## [Try it]
Please list all lines of the material below in which the string "lane" occurs.

## [Records supplied]
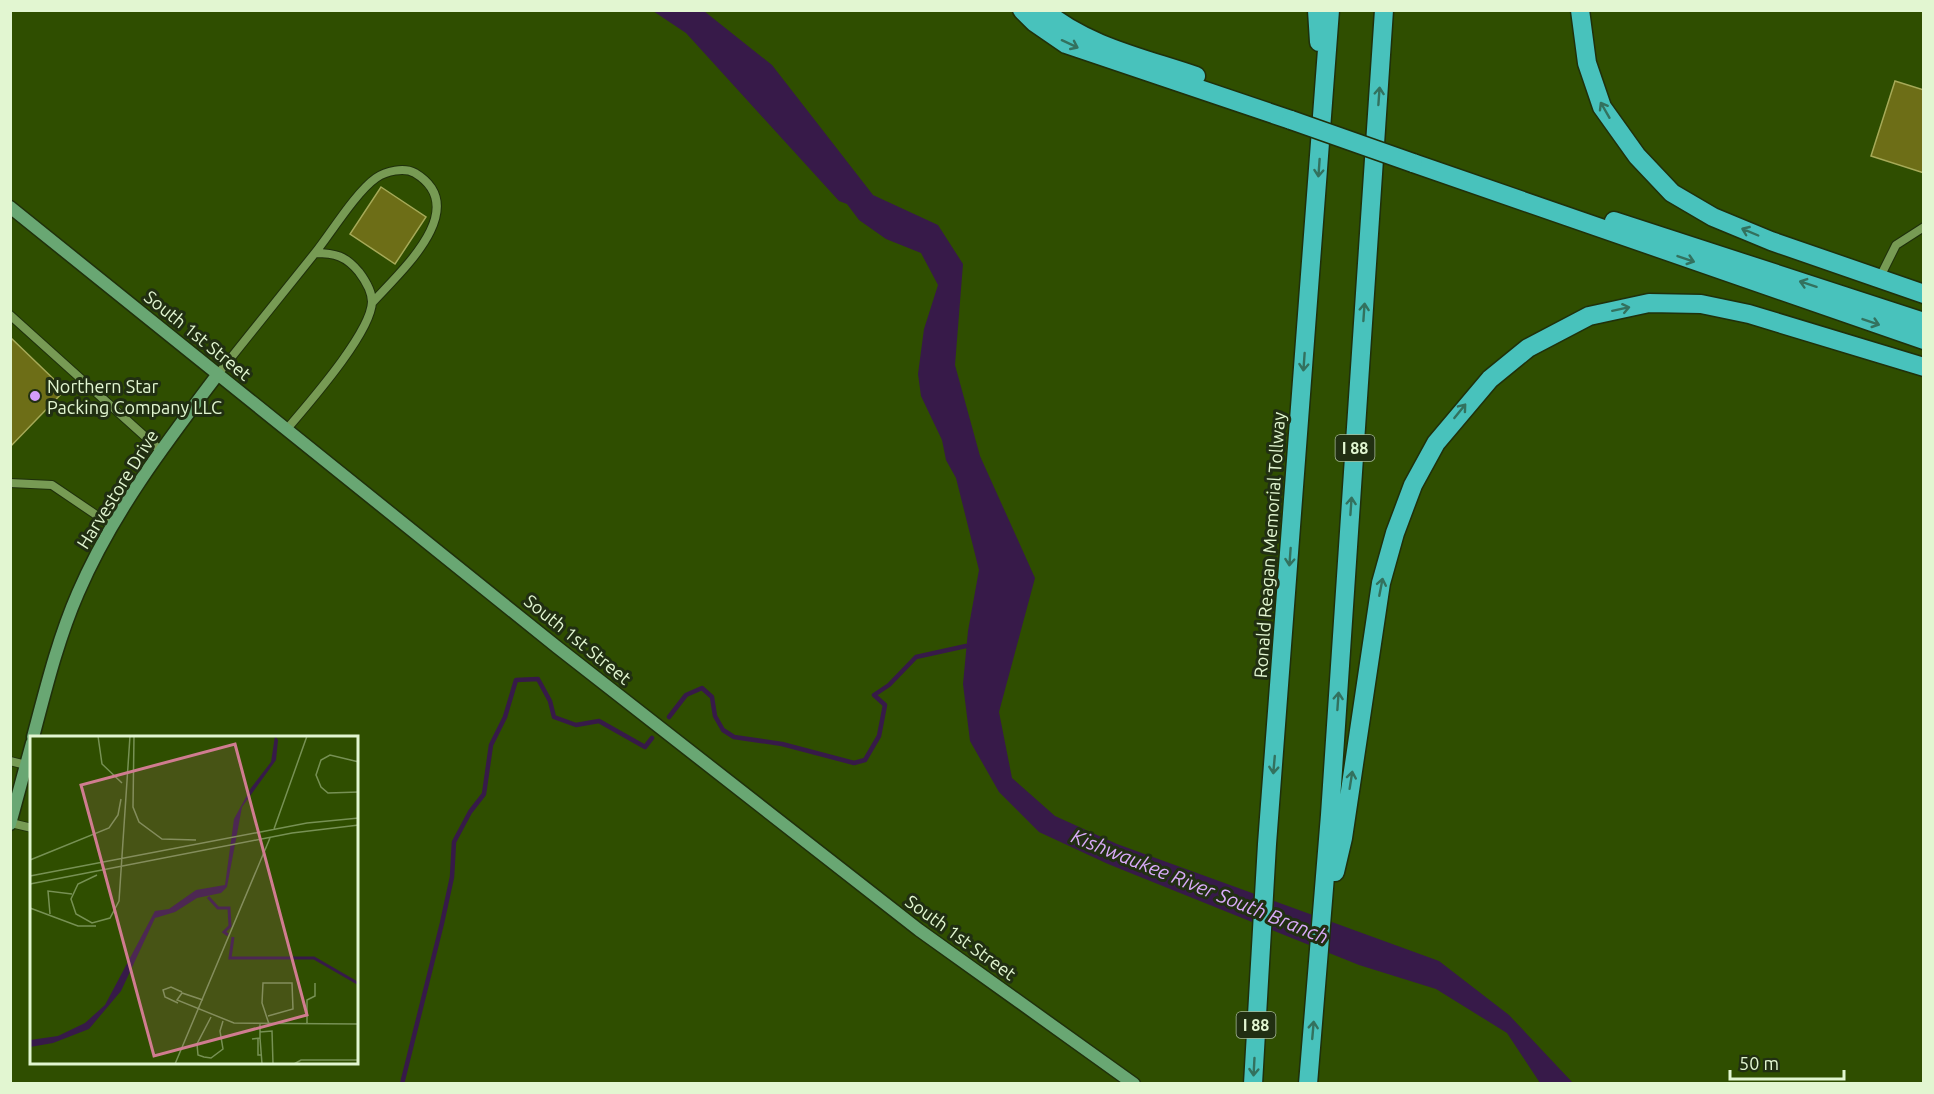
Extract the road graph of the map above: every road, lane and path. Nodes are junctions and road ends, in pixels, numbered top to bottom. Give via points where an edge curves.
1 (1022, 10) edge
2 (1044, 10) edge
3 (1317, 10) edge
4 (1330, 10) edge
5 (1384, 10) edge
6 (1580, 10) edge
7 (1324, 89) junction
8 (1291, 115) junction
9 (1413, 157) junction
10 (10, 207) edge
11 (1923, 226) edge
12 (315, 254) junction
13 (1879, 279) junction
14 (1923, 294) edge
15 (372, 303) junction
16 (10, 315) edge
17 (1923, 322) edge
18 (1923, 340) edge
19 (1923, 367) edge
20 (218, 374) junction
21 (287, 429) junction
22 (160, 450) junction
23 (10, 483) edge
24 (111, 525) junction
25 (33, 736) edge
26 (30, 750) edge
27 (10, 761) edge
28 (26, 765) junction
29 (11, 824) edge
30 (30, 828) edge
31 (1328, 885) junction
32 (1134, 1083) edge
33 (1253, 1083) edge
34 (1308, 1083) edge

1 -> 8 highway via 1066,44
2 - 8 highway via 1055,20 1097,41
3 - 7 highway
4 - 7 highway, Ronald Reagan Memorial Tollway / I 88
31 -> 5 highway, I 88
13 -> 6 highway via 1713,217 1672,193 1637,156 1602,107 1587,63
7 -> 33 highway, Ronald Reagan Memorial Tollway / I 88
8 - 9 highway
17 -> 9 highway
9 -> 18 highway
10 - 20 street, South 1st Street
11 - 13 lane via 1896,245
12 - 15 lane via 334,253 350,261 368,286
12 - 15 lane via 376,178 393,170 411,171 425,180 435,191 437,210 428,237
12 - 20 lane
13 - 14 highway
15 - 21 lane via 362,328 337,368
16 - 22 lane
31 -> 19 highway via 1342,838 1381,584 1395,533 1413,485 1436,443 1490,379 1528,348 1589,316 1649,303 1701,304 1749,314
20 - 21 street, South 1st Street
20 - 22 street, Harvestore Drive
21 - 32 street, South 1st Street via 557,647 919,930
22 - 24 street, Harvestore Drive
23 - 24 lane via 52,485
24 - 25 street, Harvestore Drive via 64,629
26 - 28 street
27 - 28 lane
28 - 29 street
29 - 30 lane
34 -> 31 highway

## [Output for this exercise]
Extract the road graph of the map above: every road, lane and path. Nodes are junctions and road ends, in pixels, numbered top to bottom. Give via points where an edge curves.
11 - 13 lane via 1896,245
12 - 15 lane via 334,253 350,261 368,286
12 - 15 lane via 376,178 393,170 411,171 425,180 435,191 437,210 428,237
12 - 20 lane
15 - 21 lane via 362,328 337,368
16 - 22 lane
23 - 24 lane via 52,485
27 - 28 lane
29 - 30 lane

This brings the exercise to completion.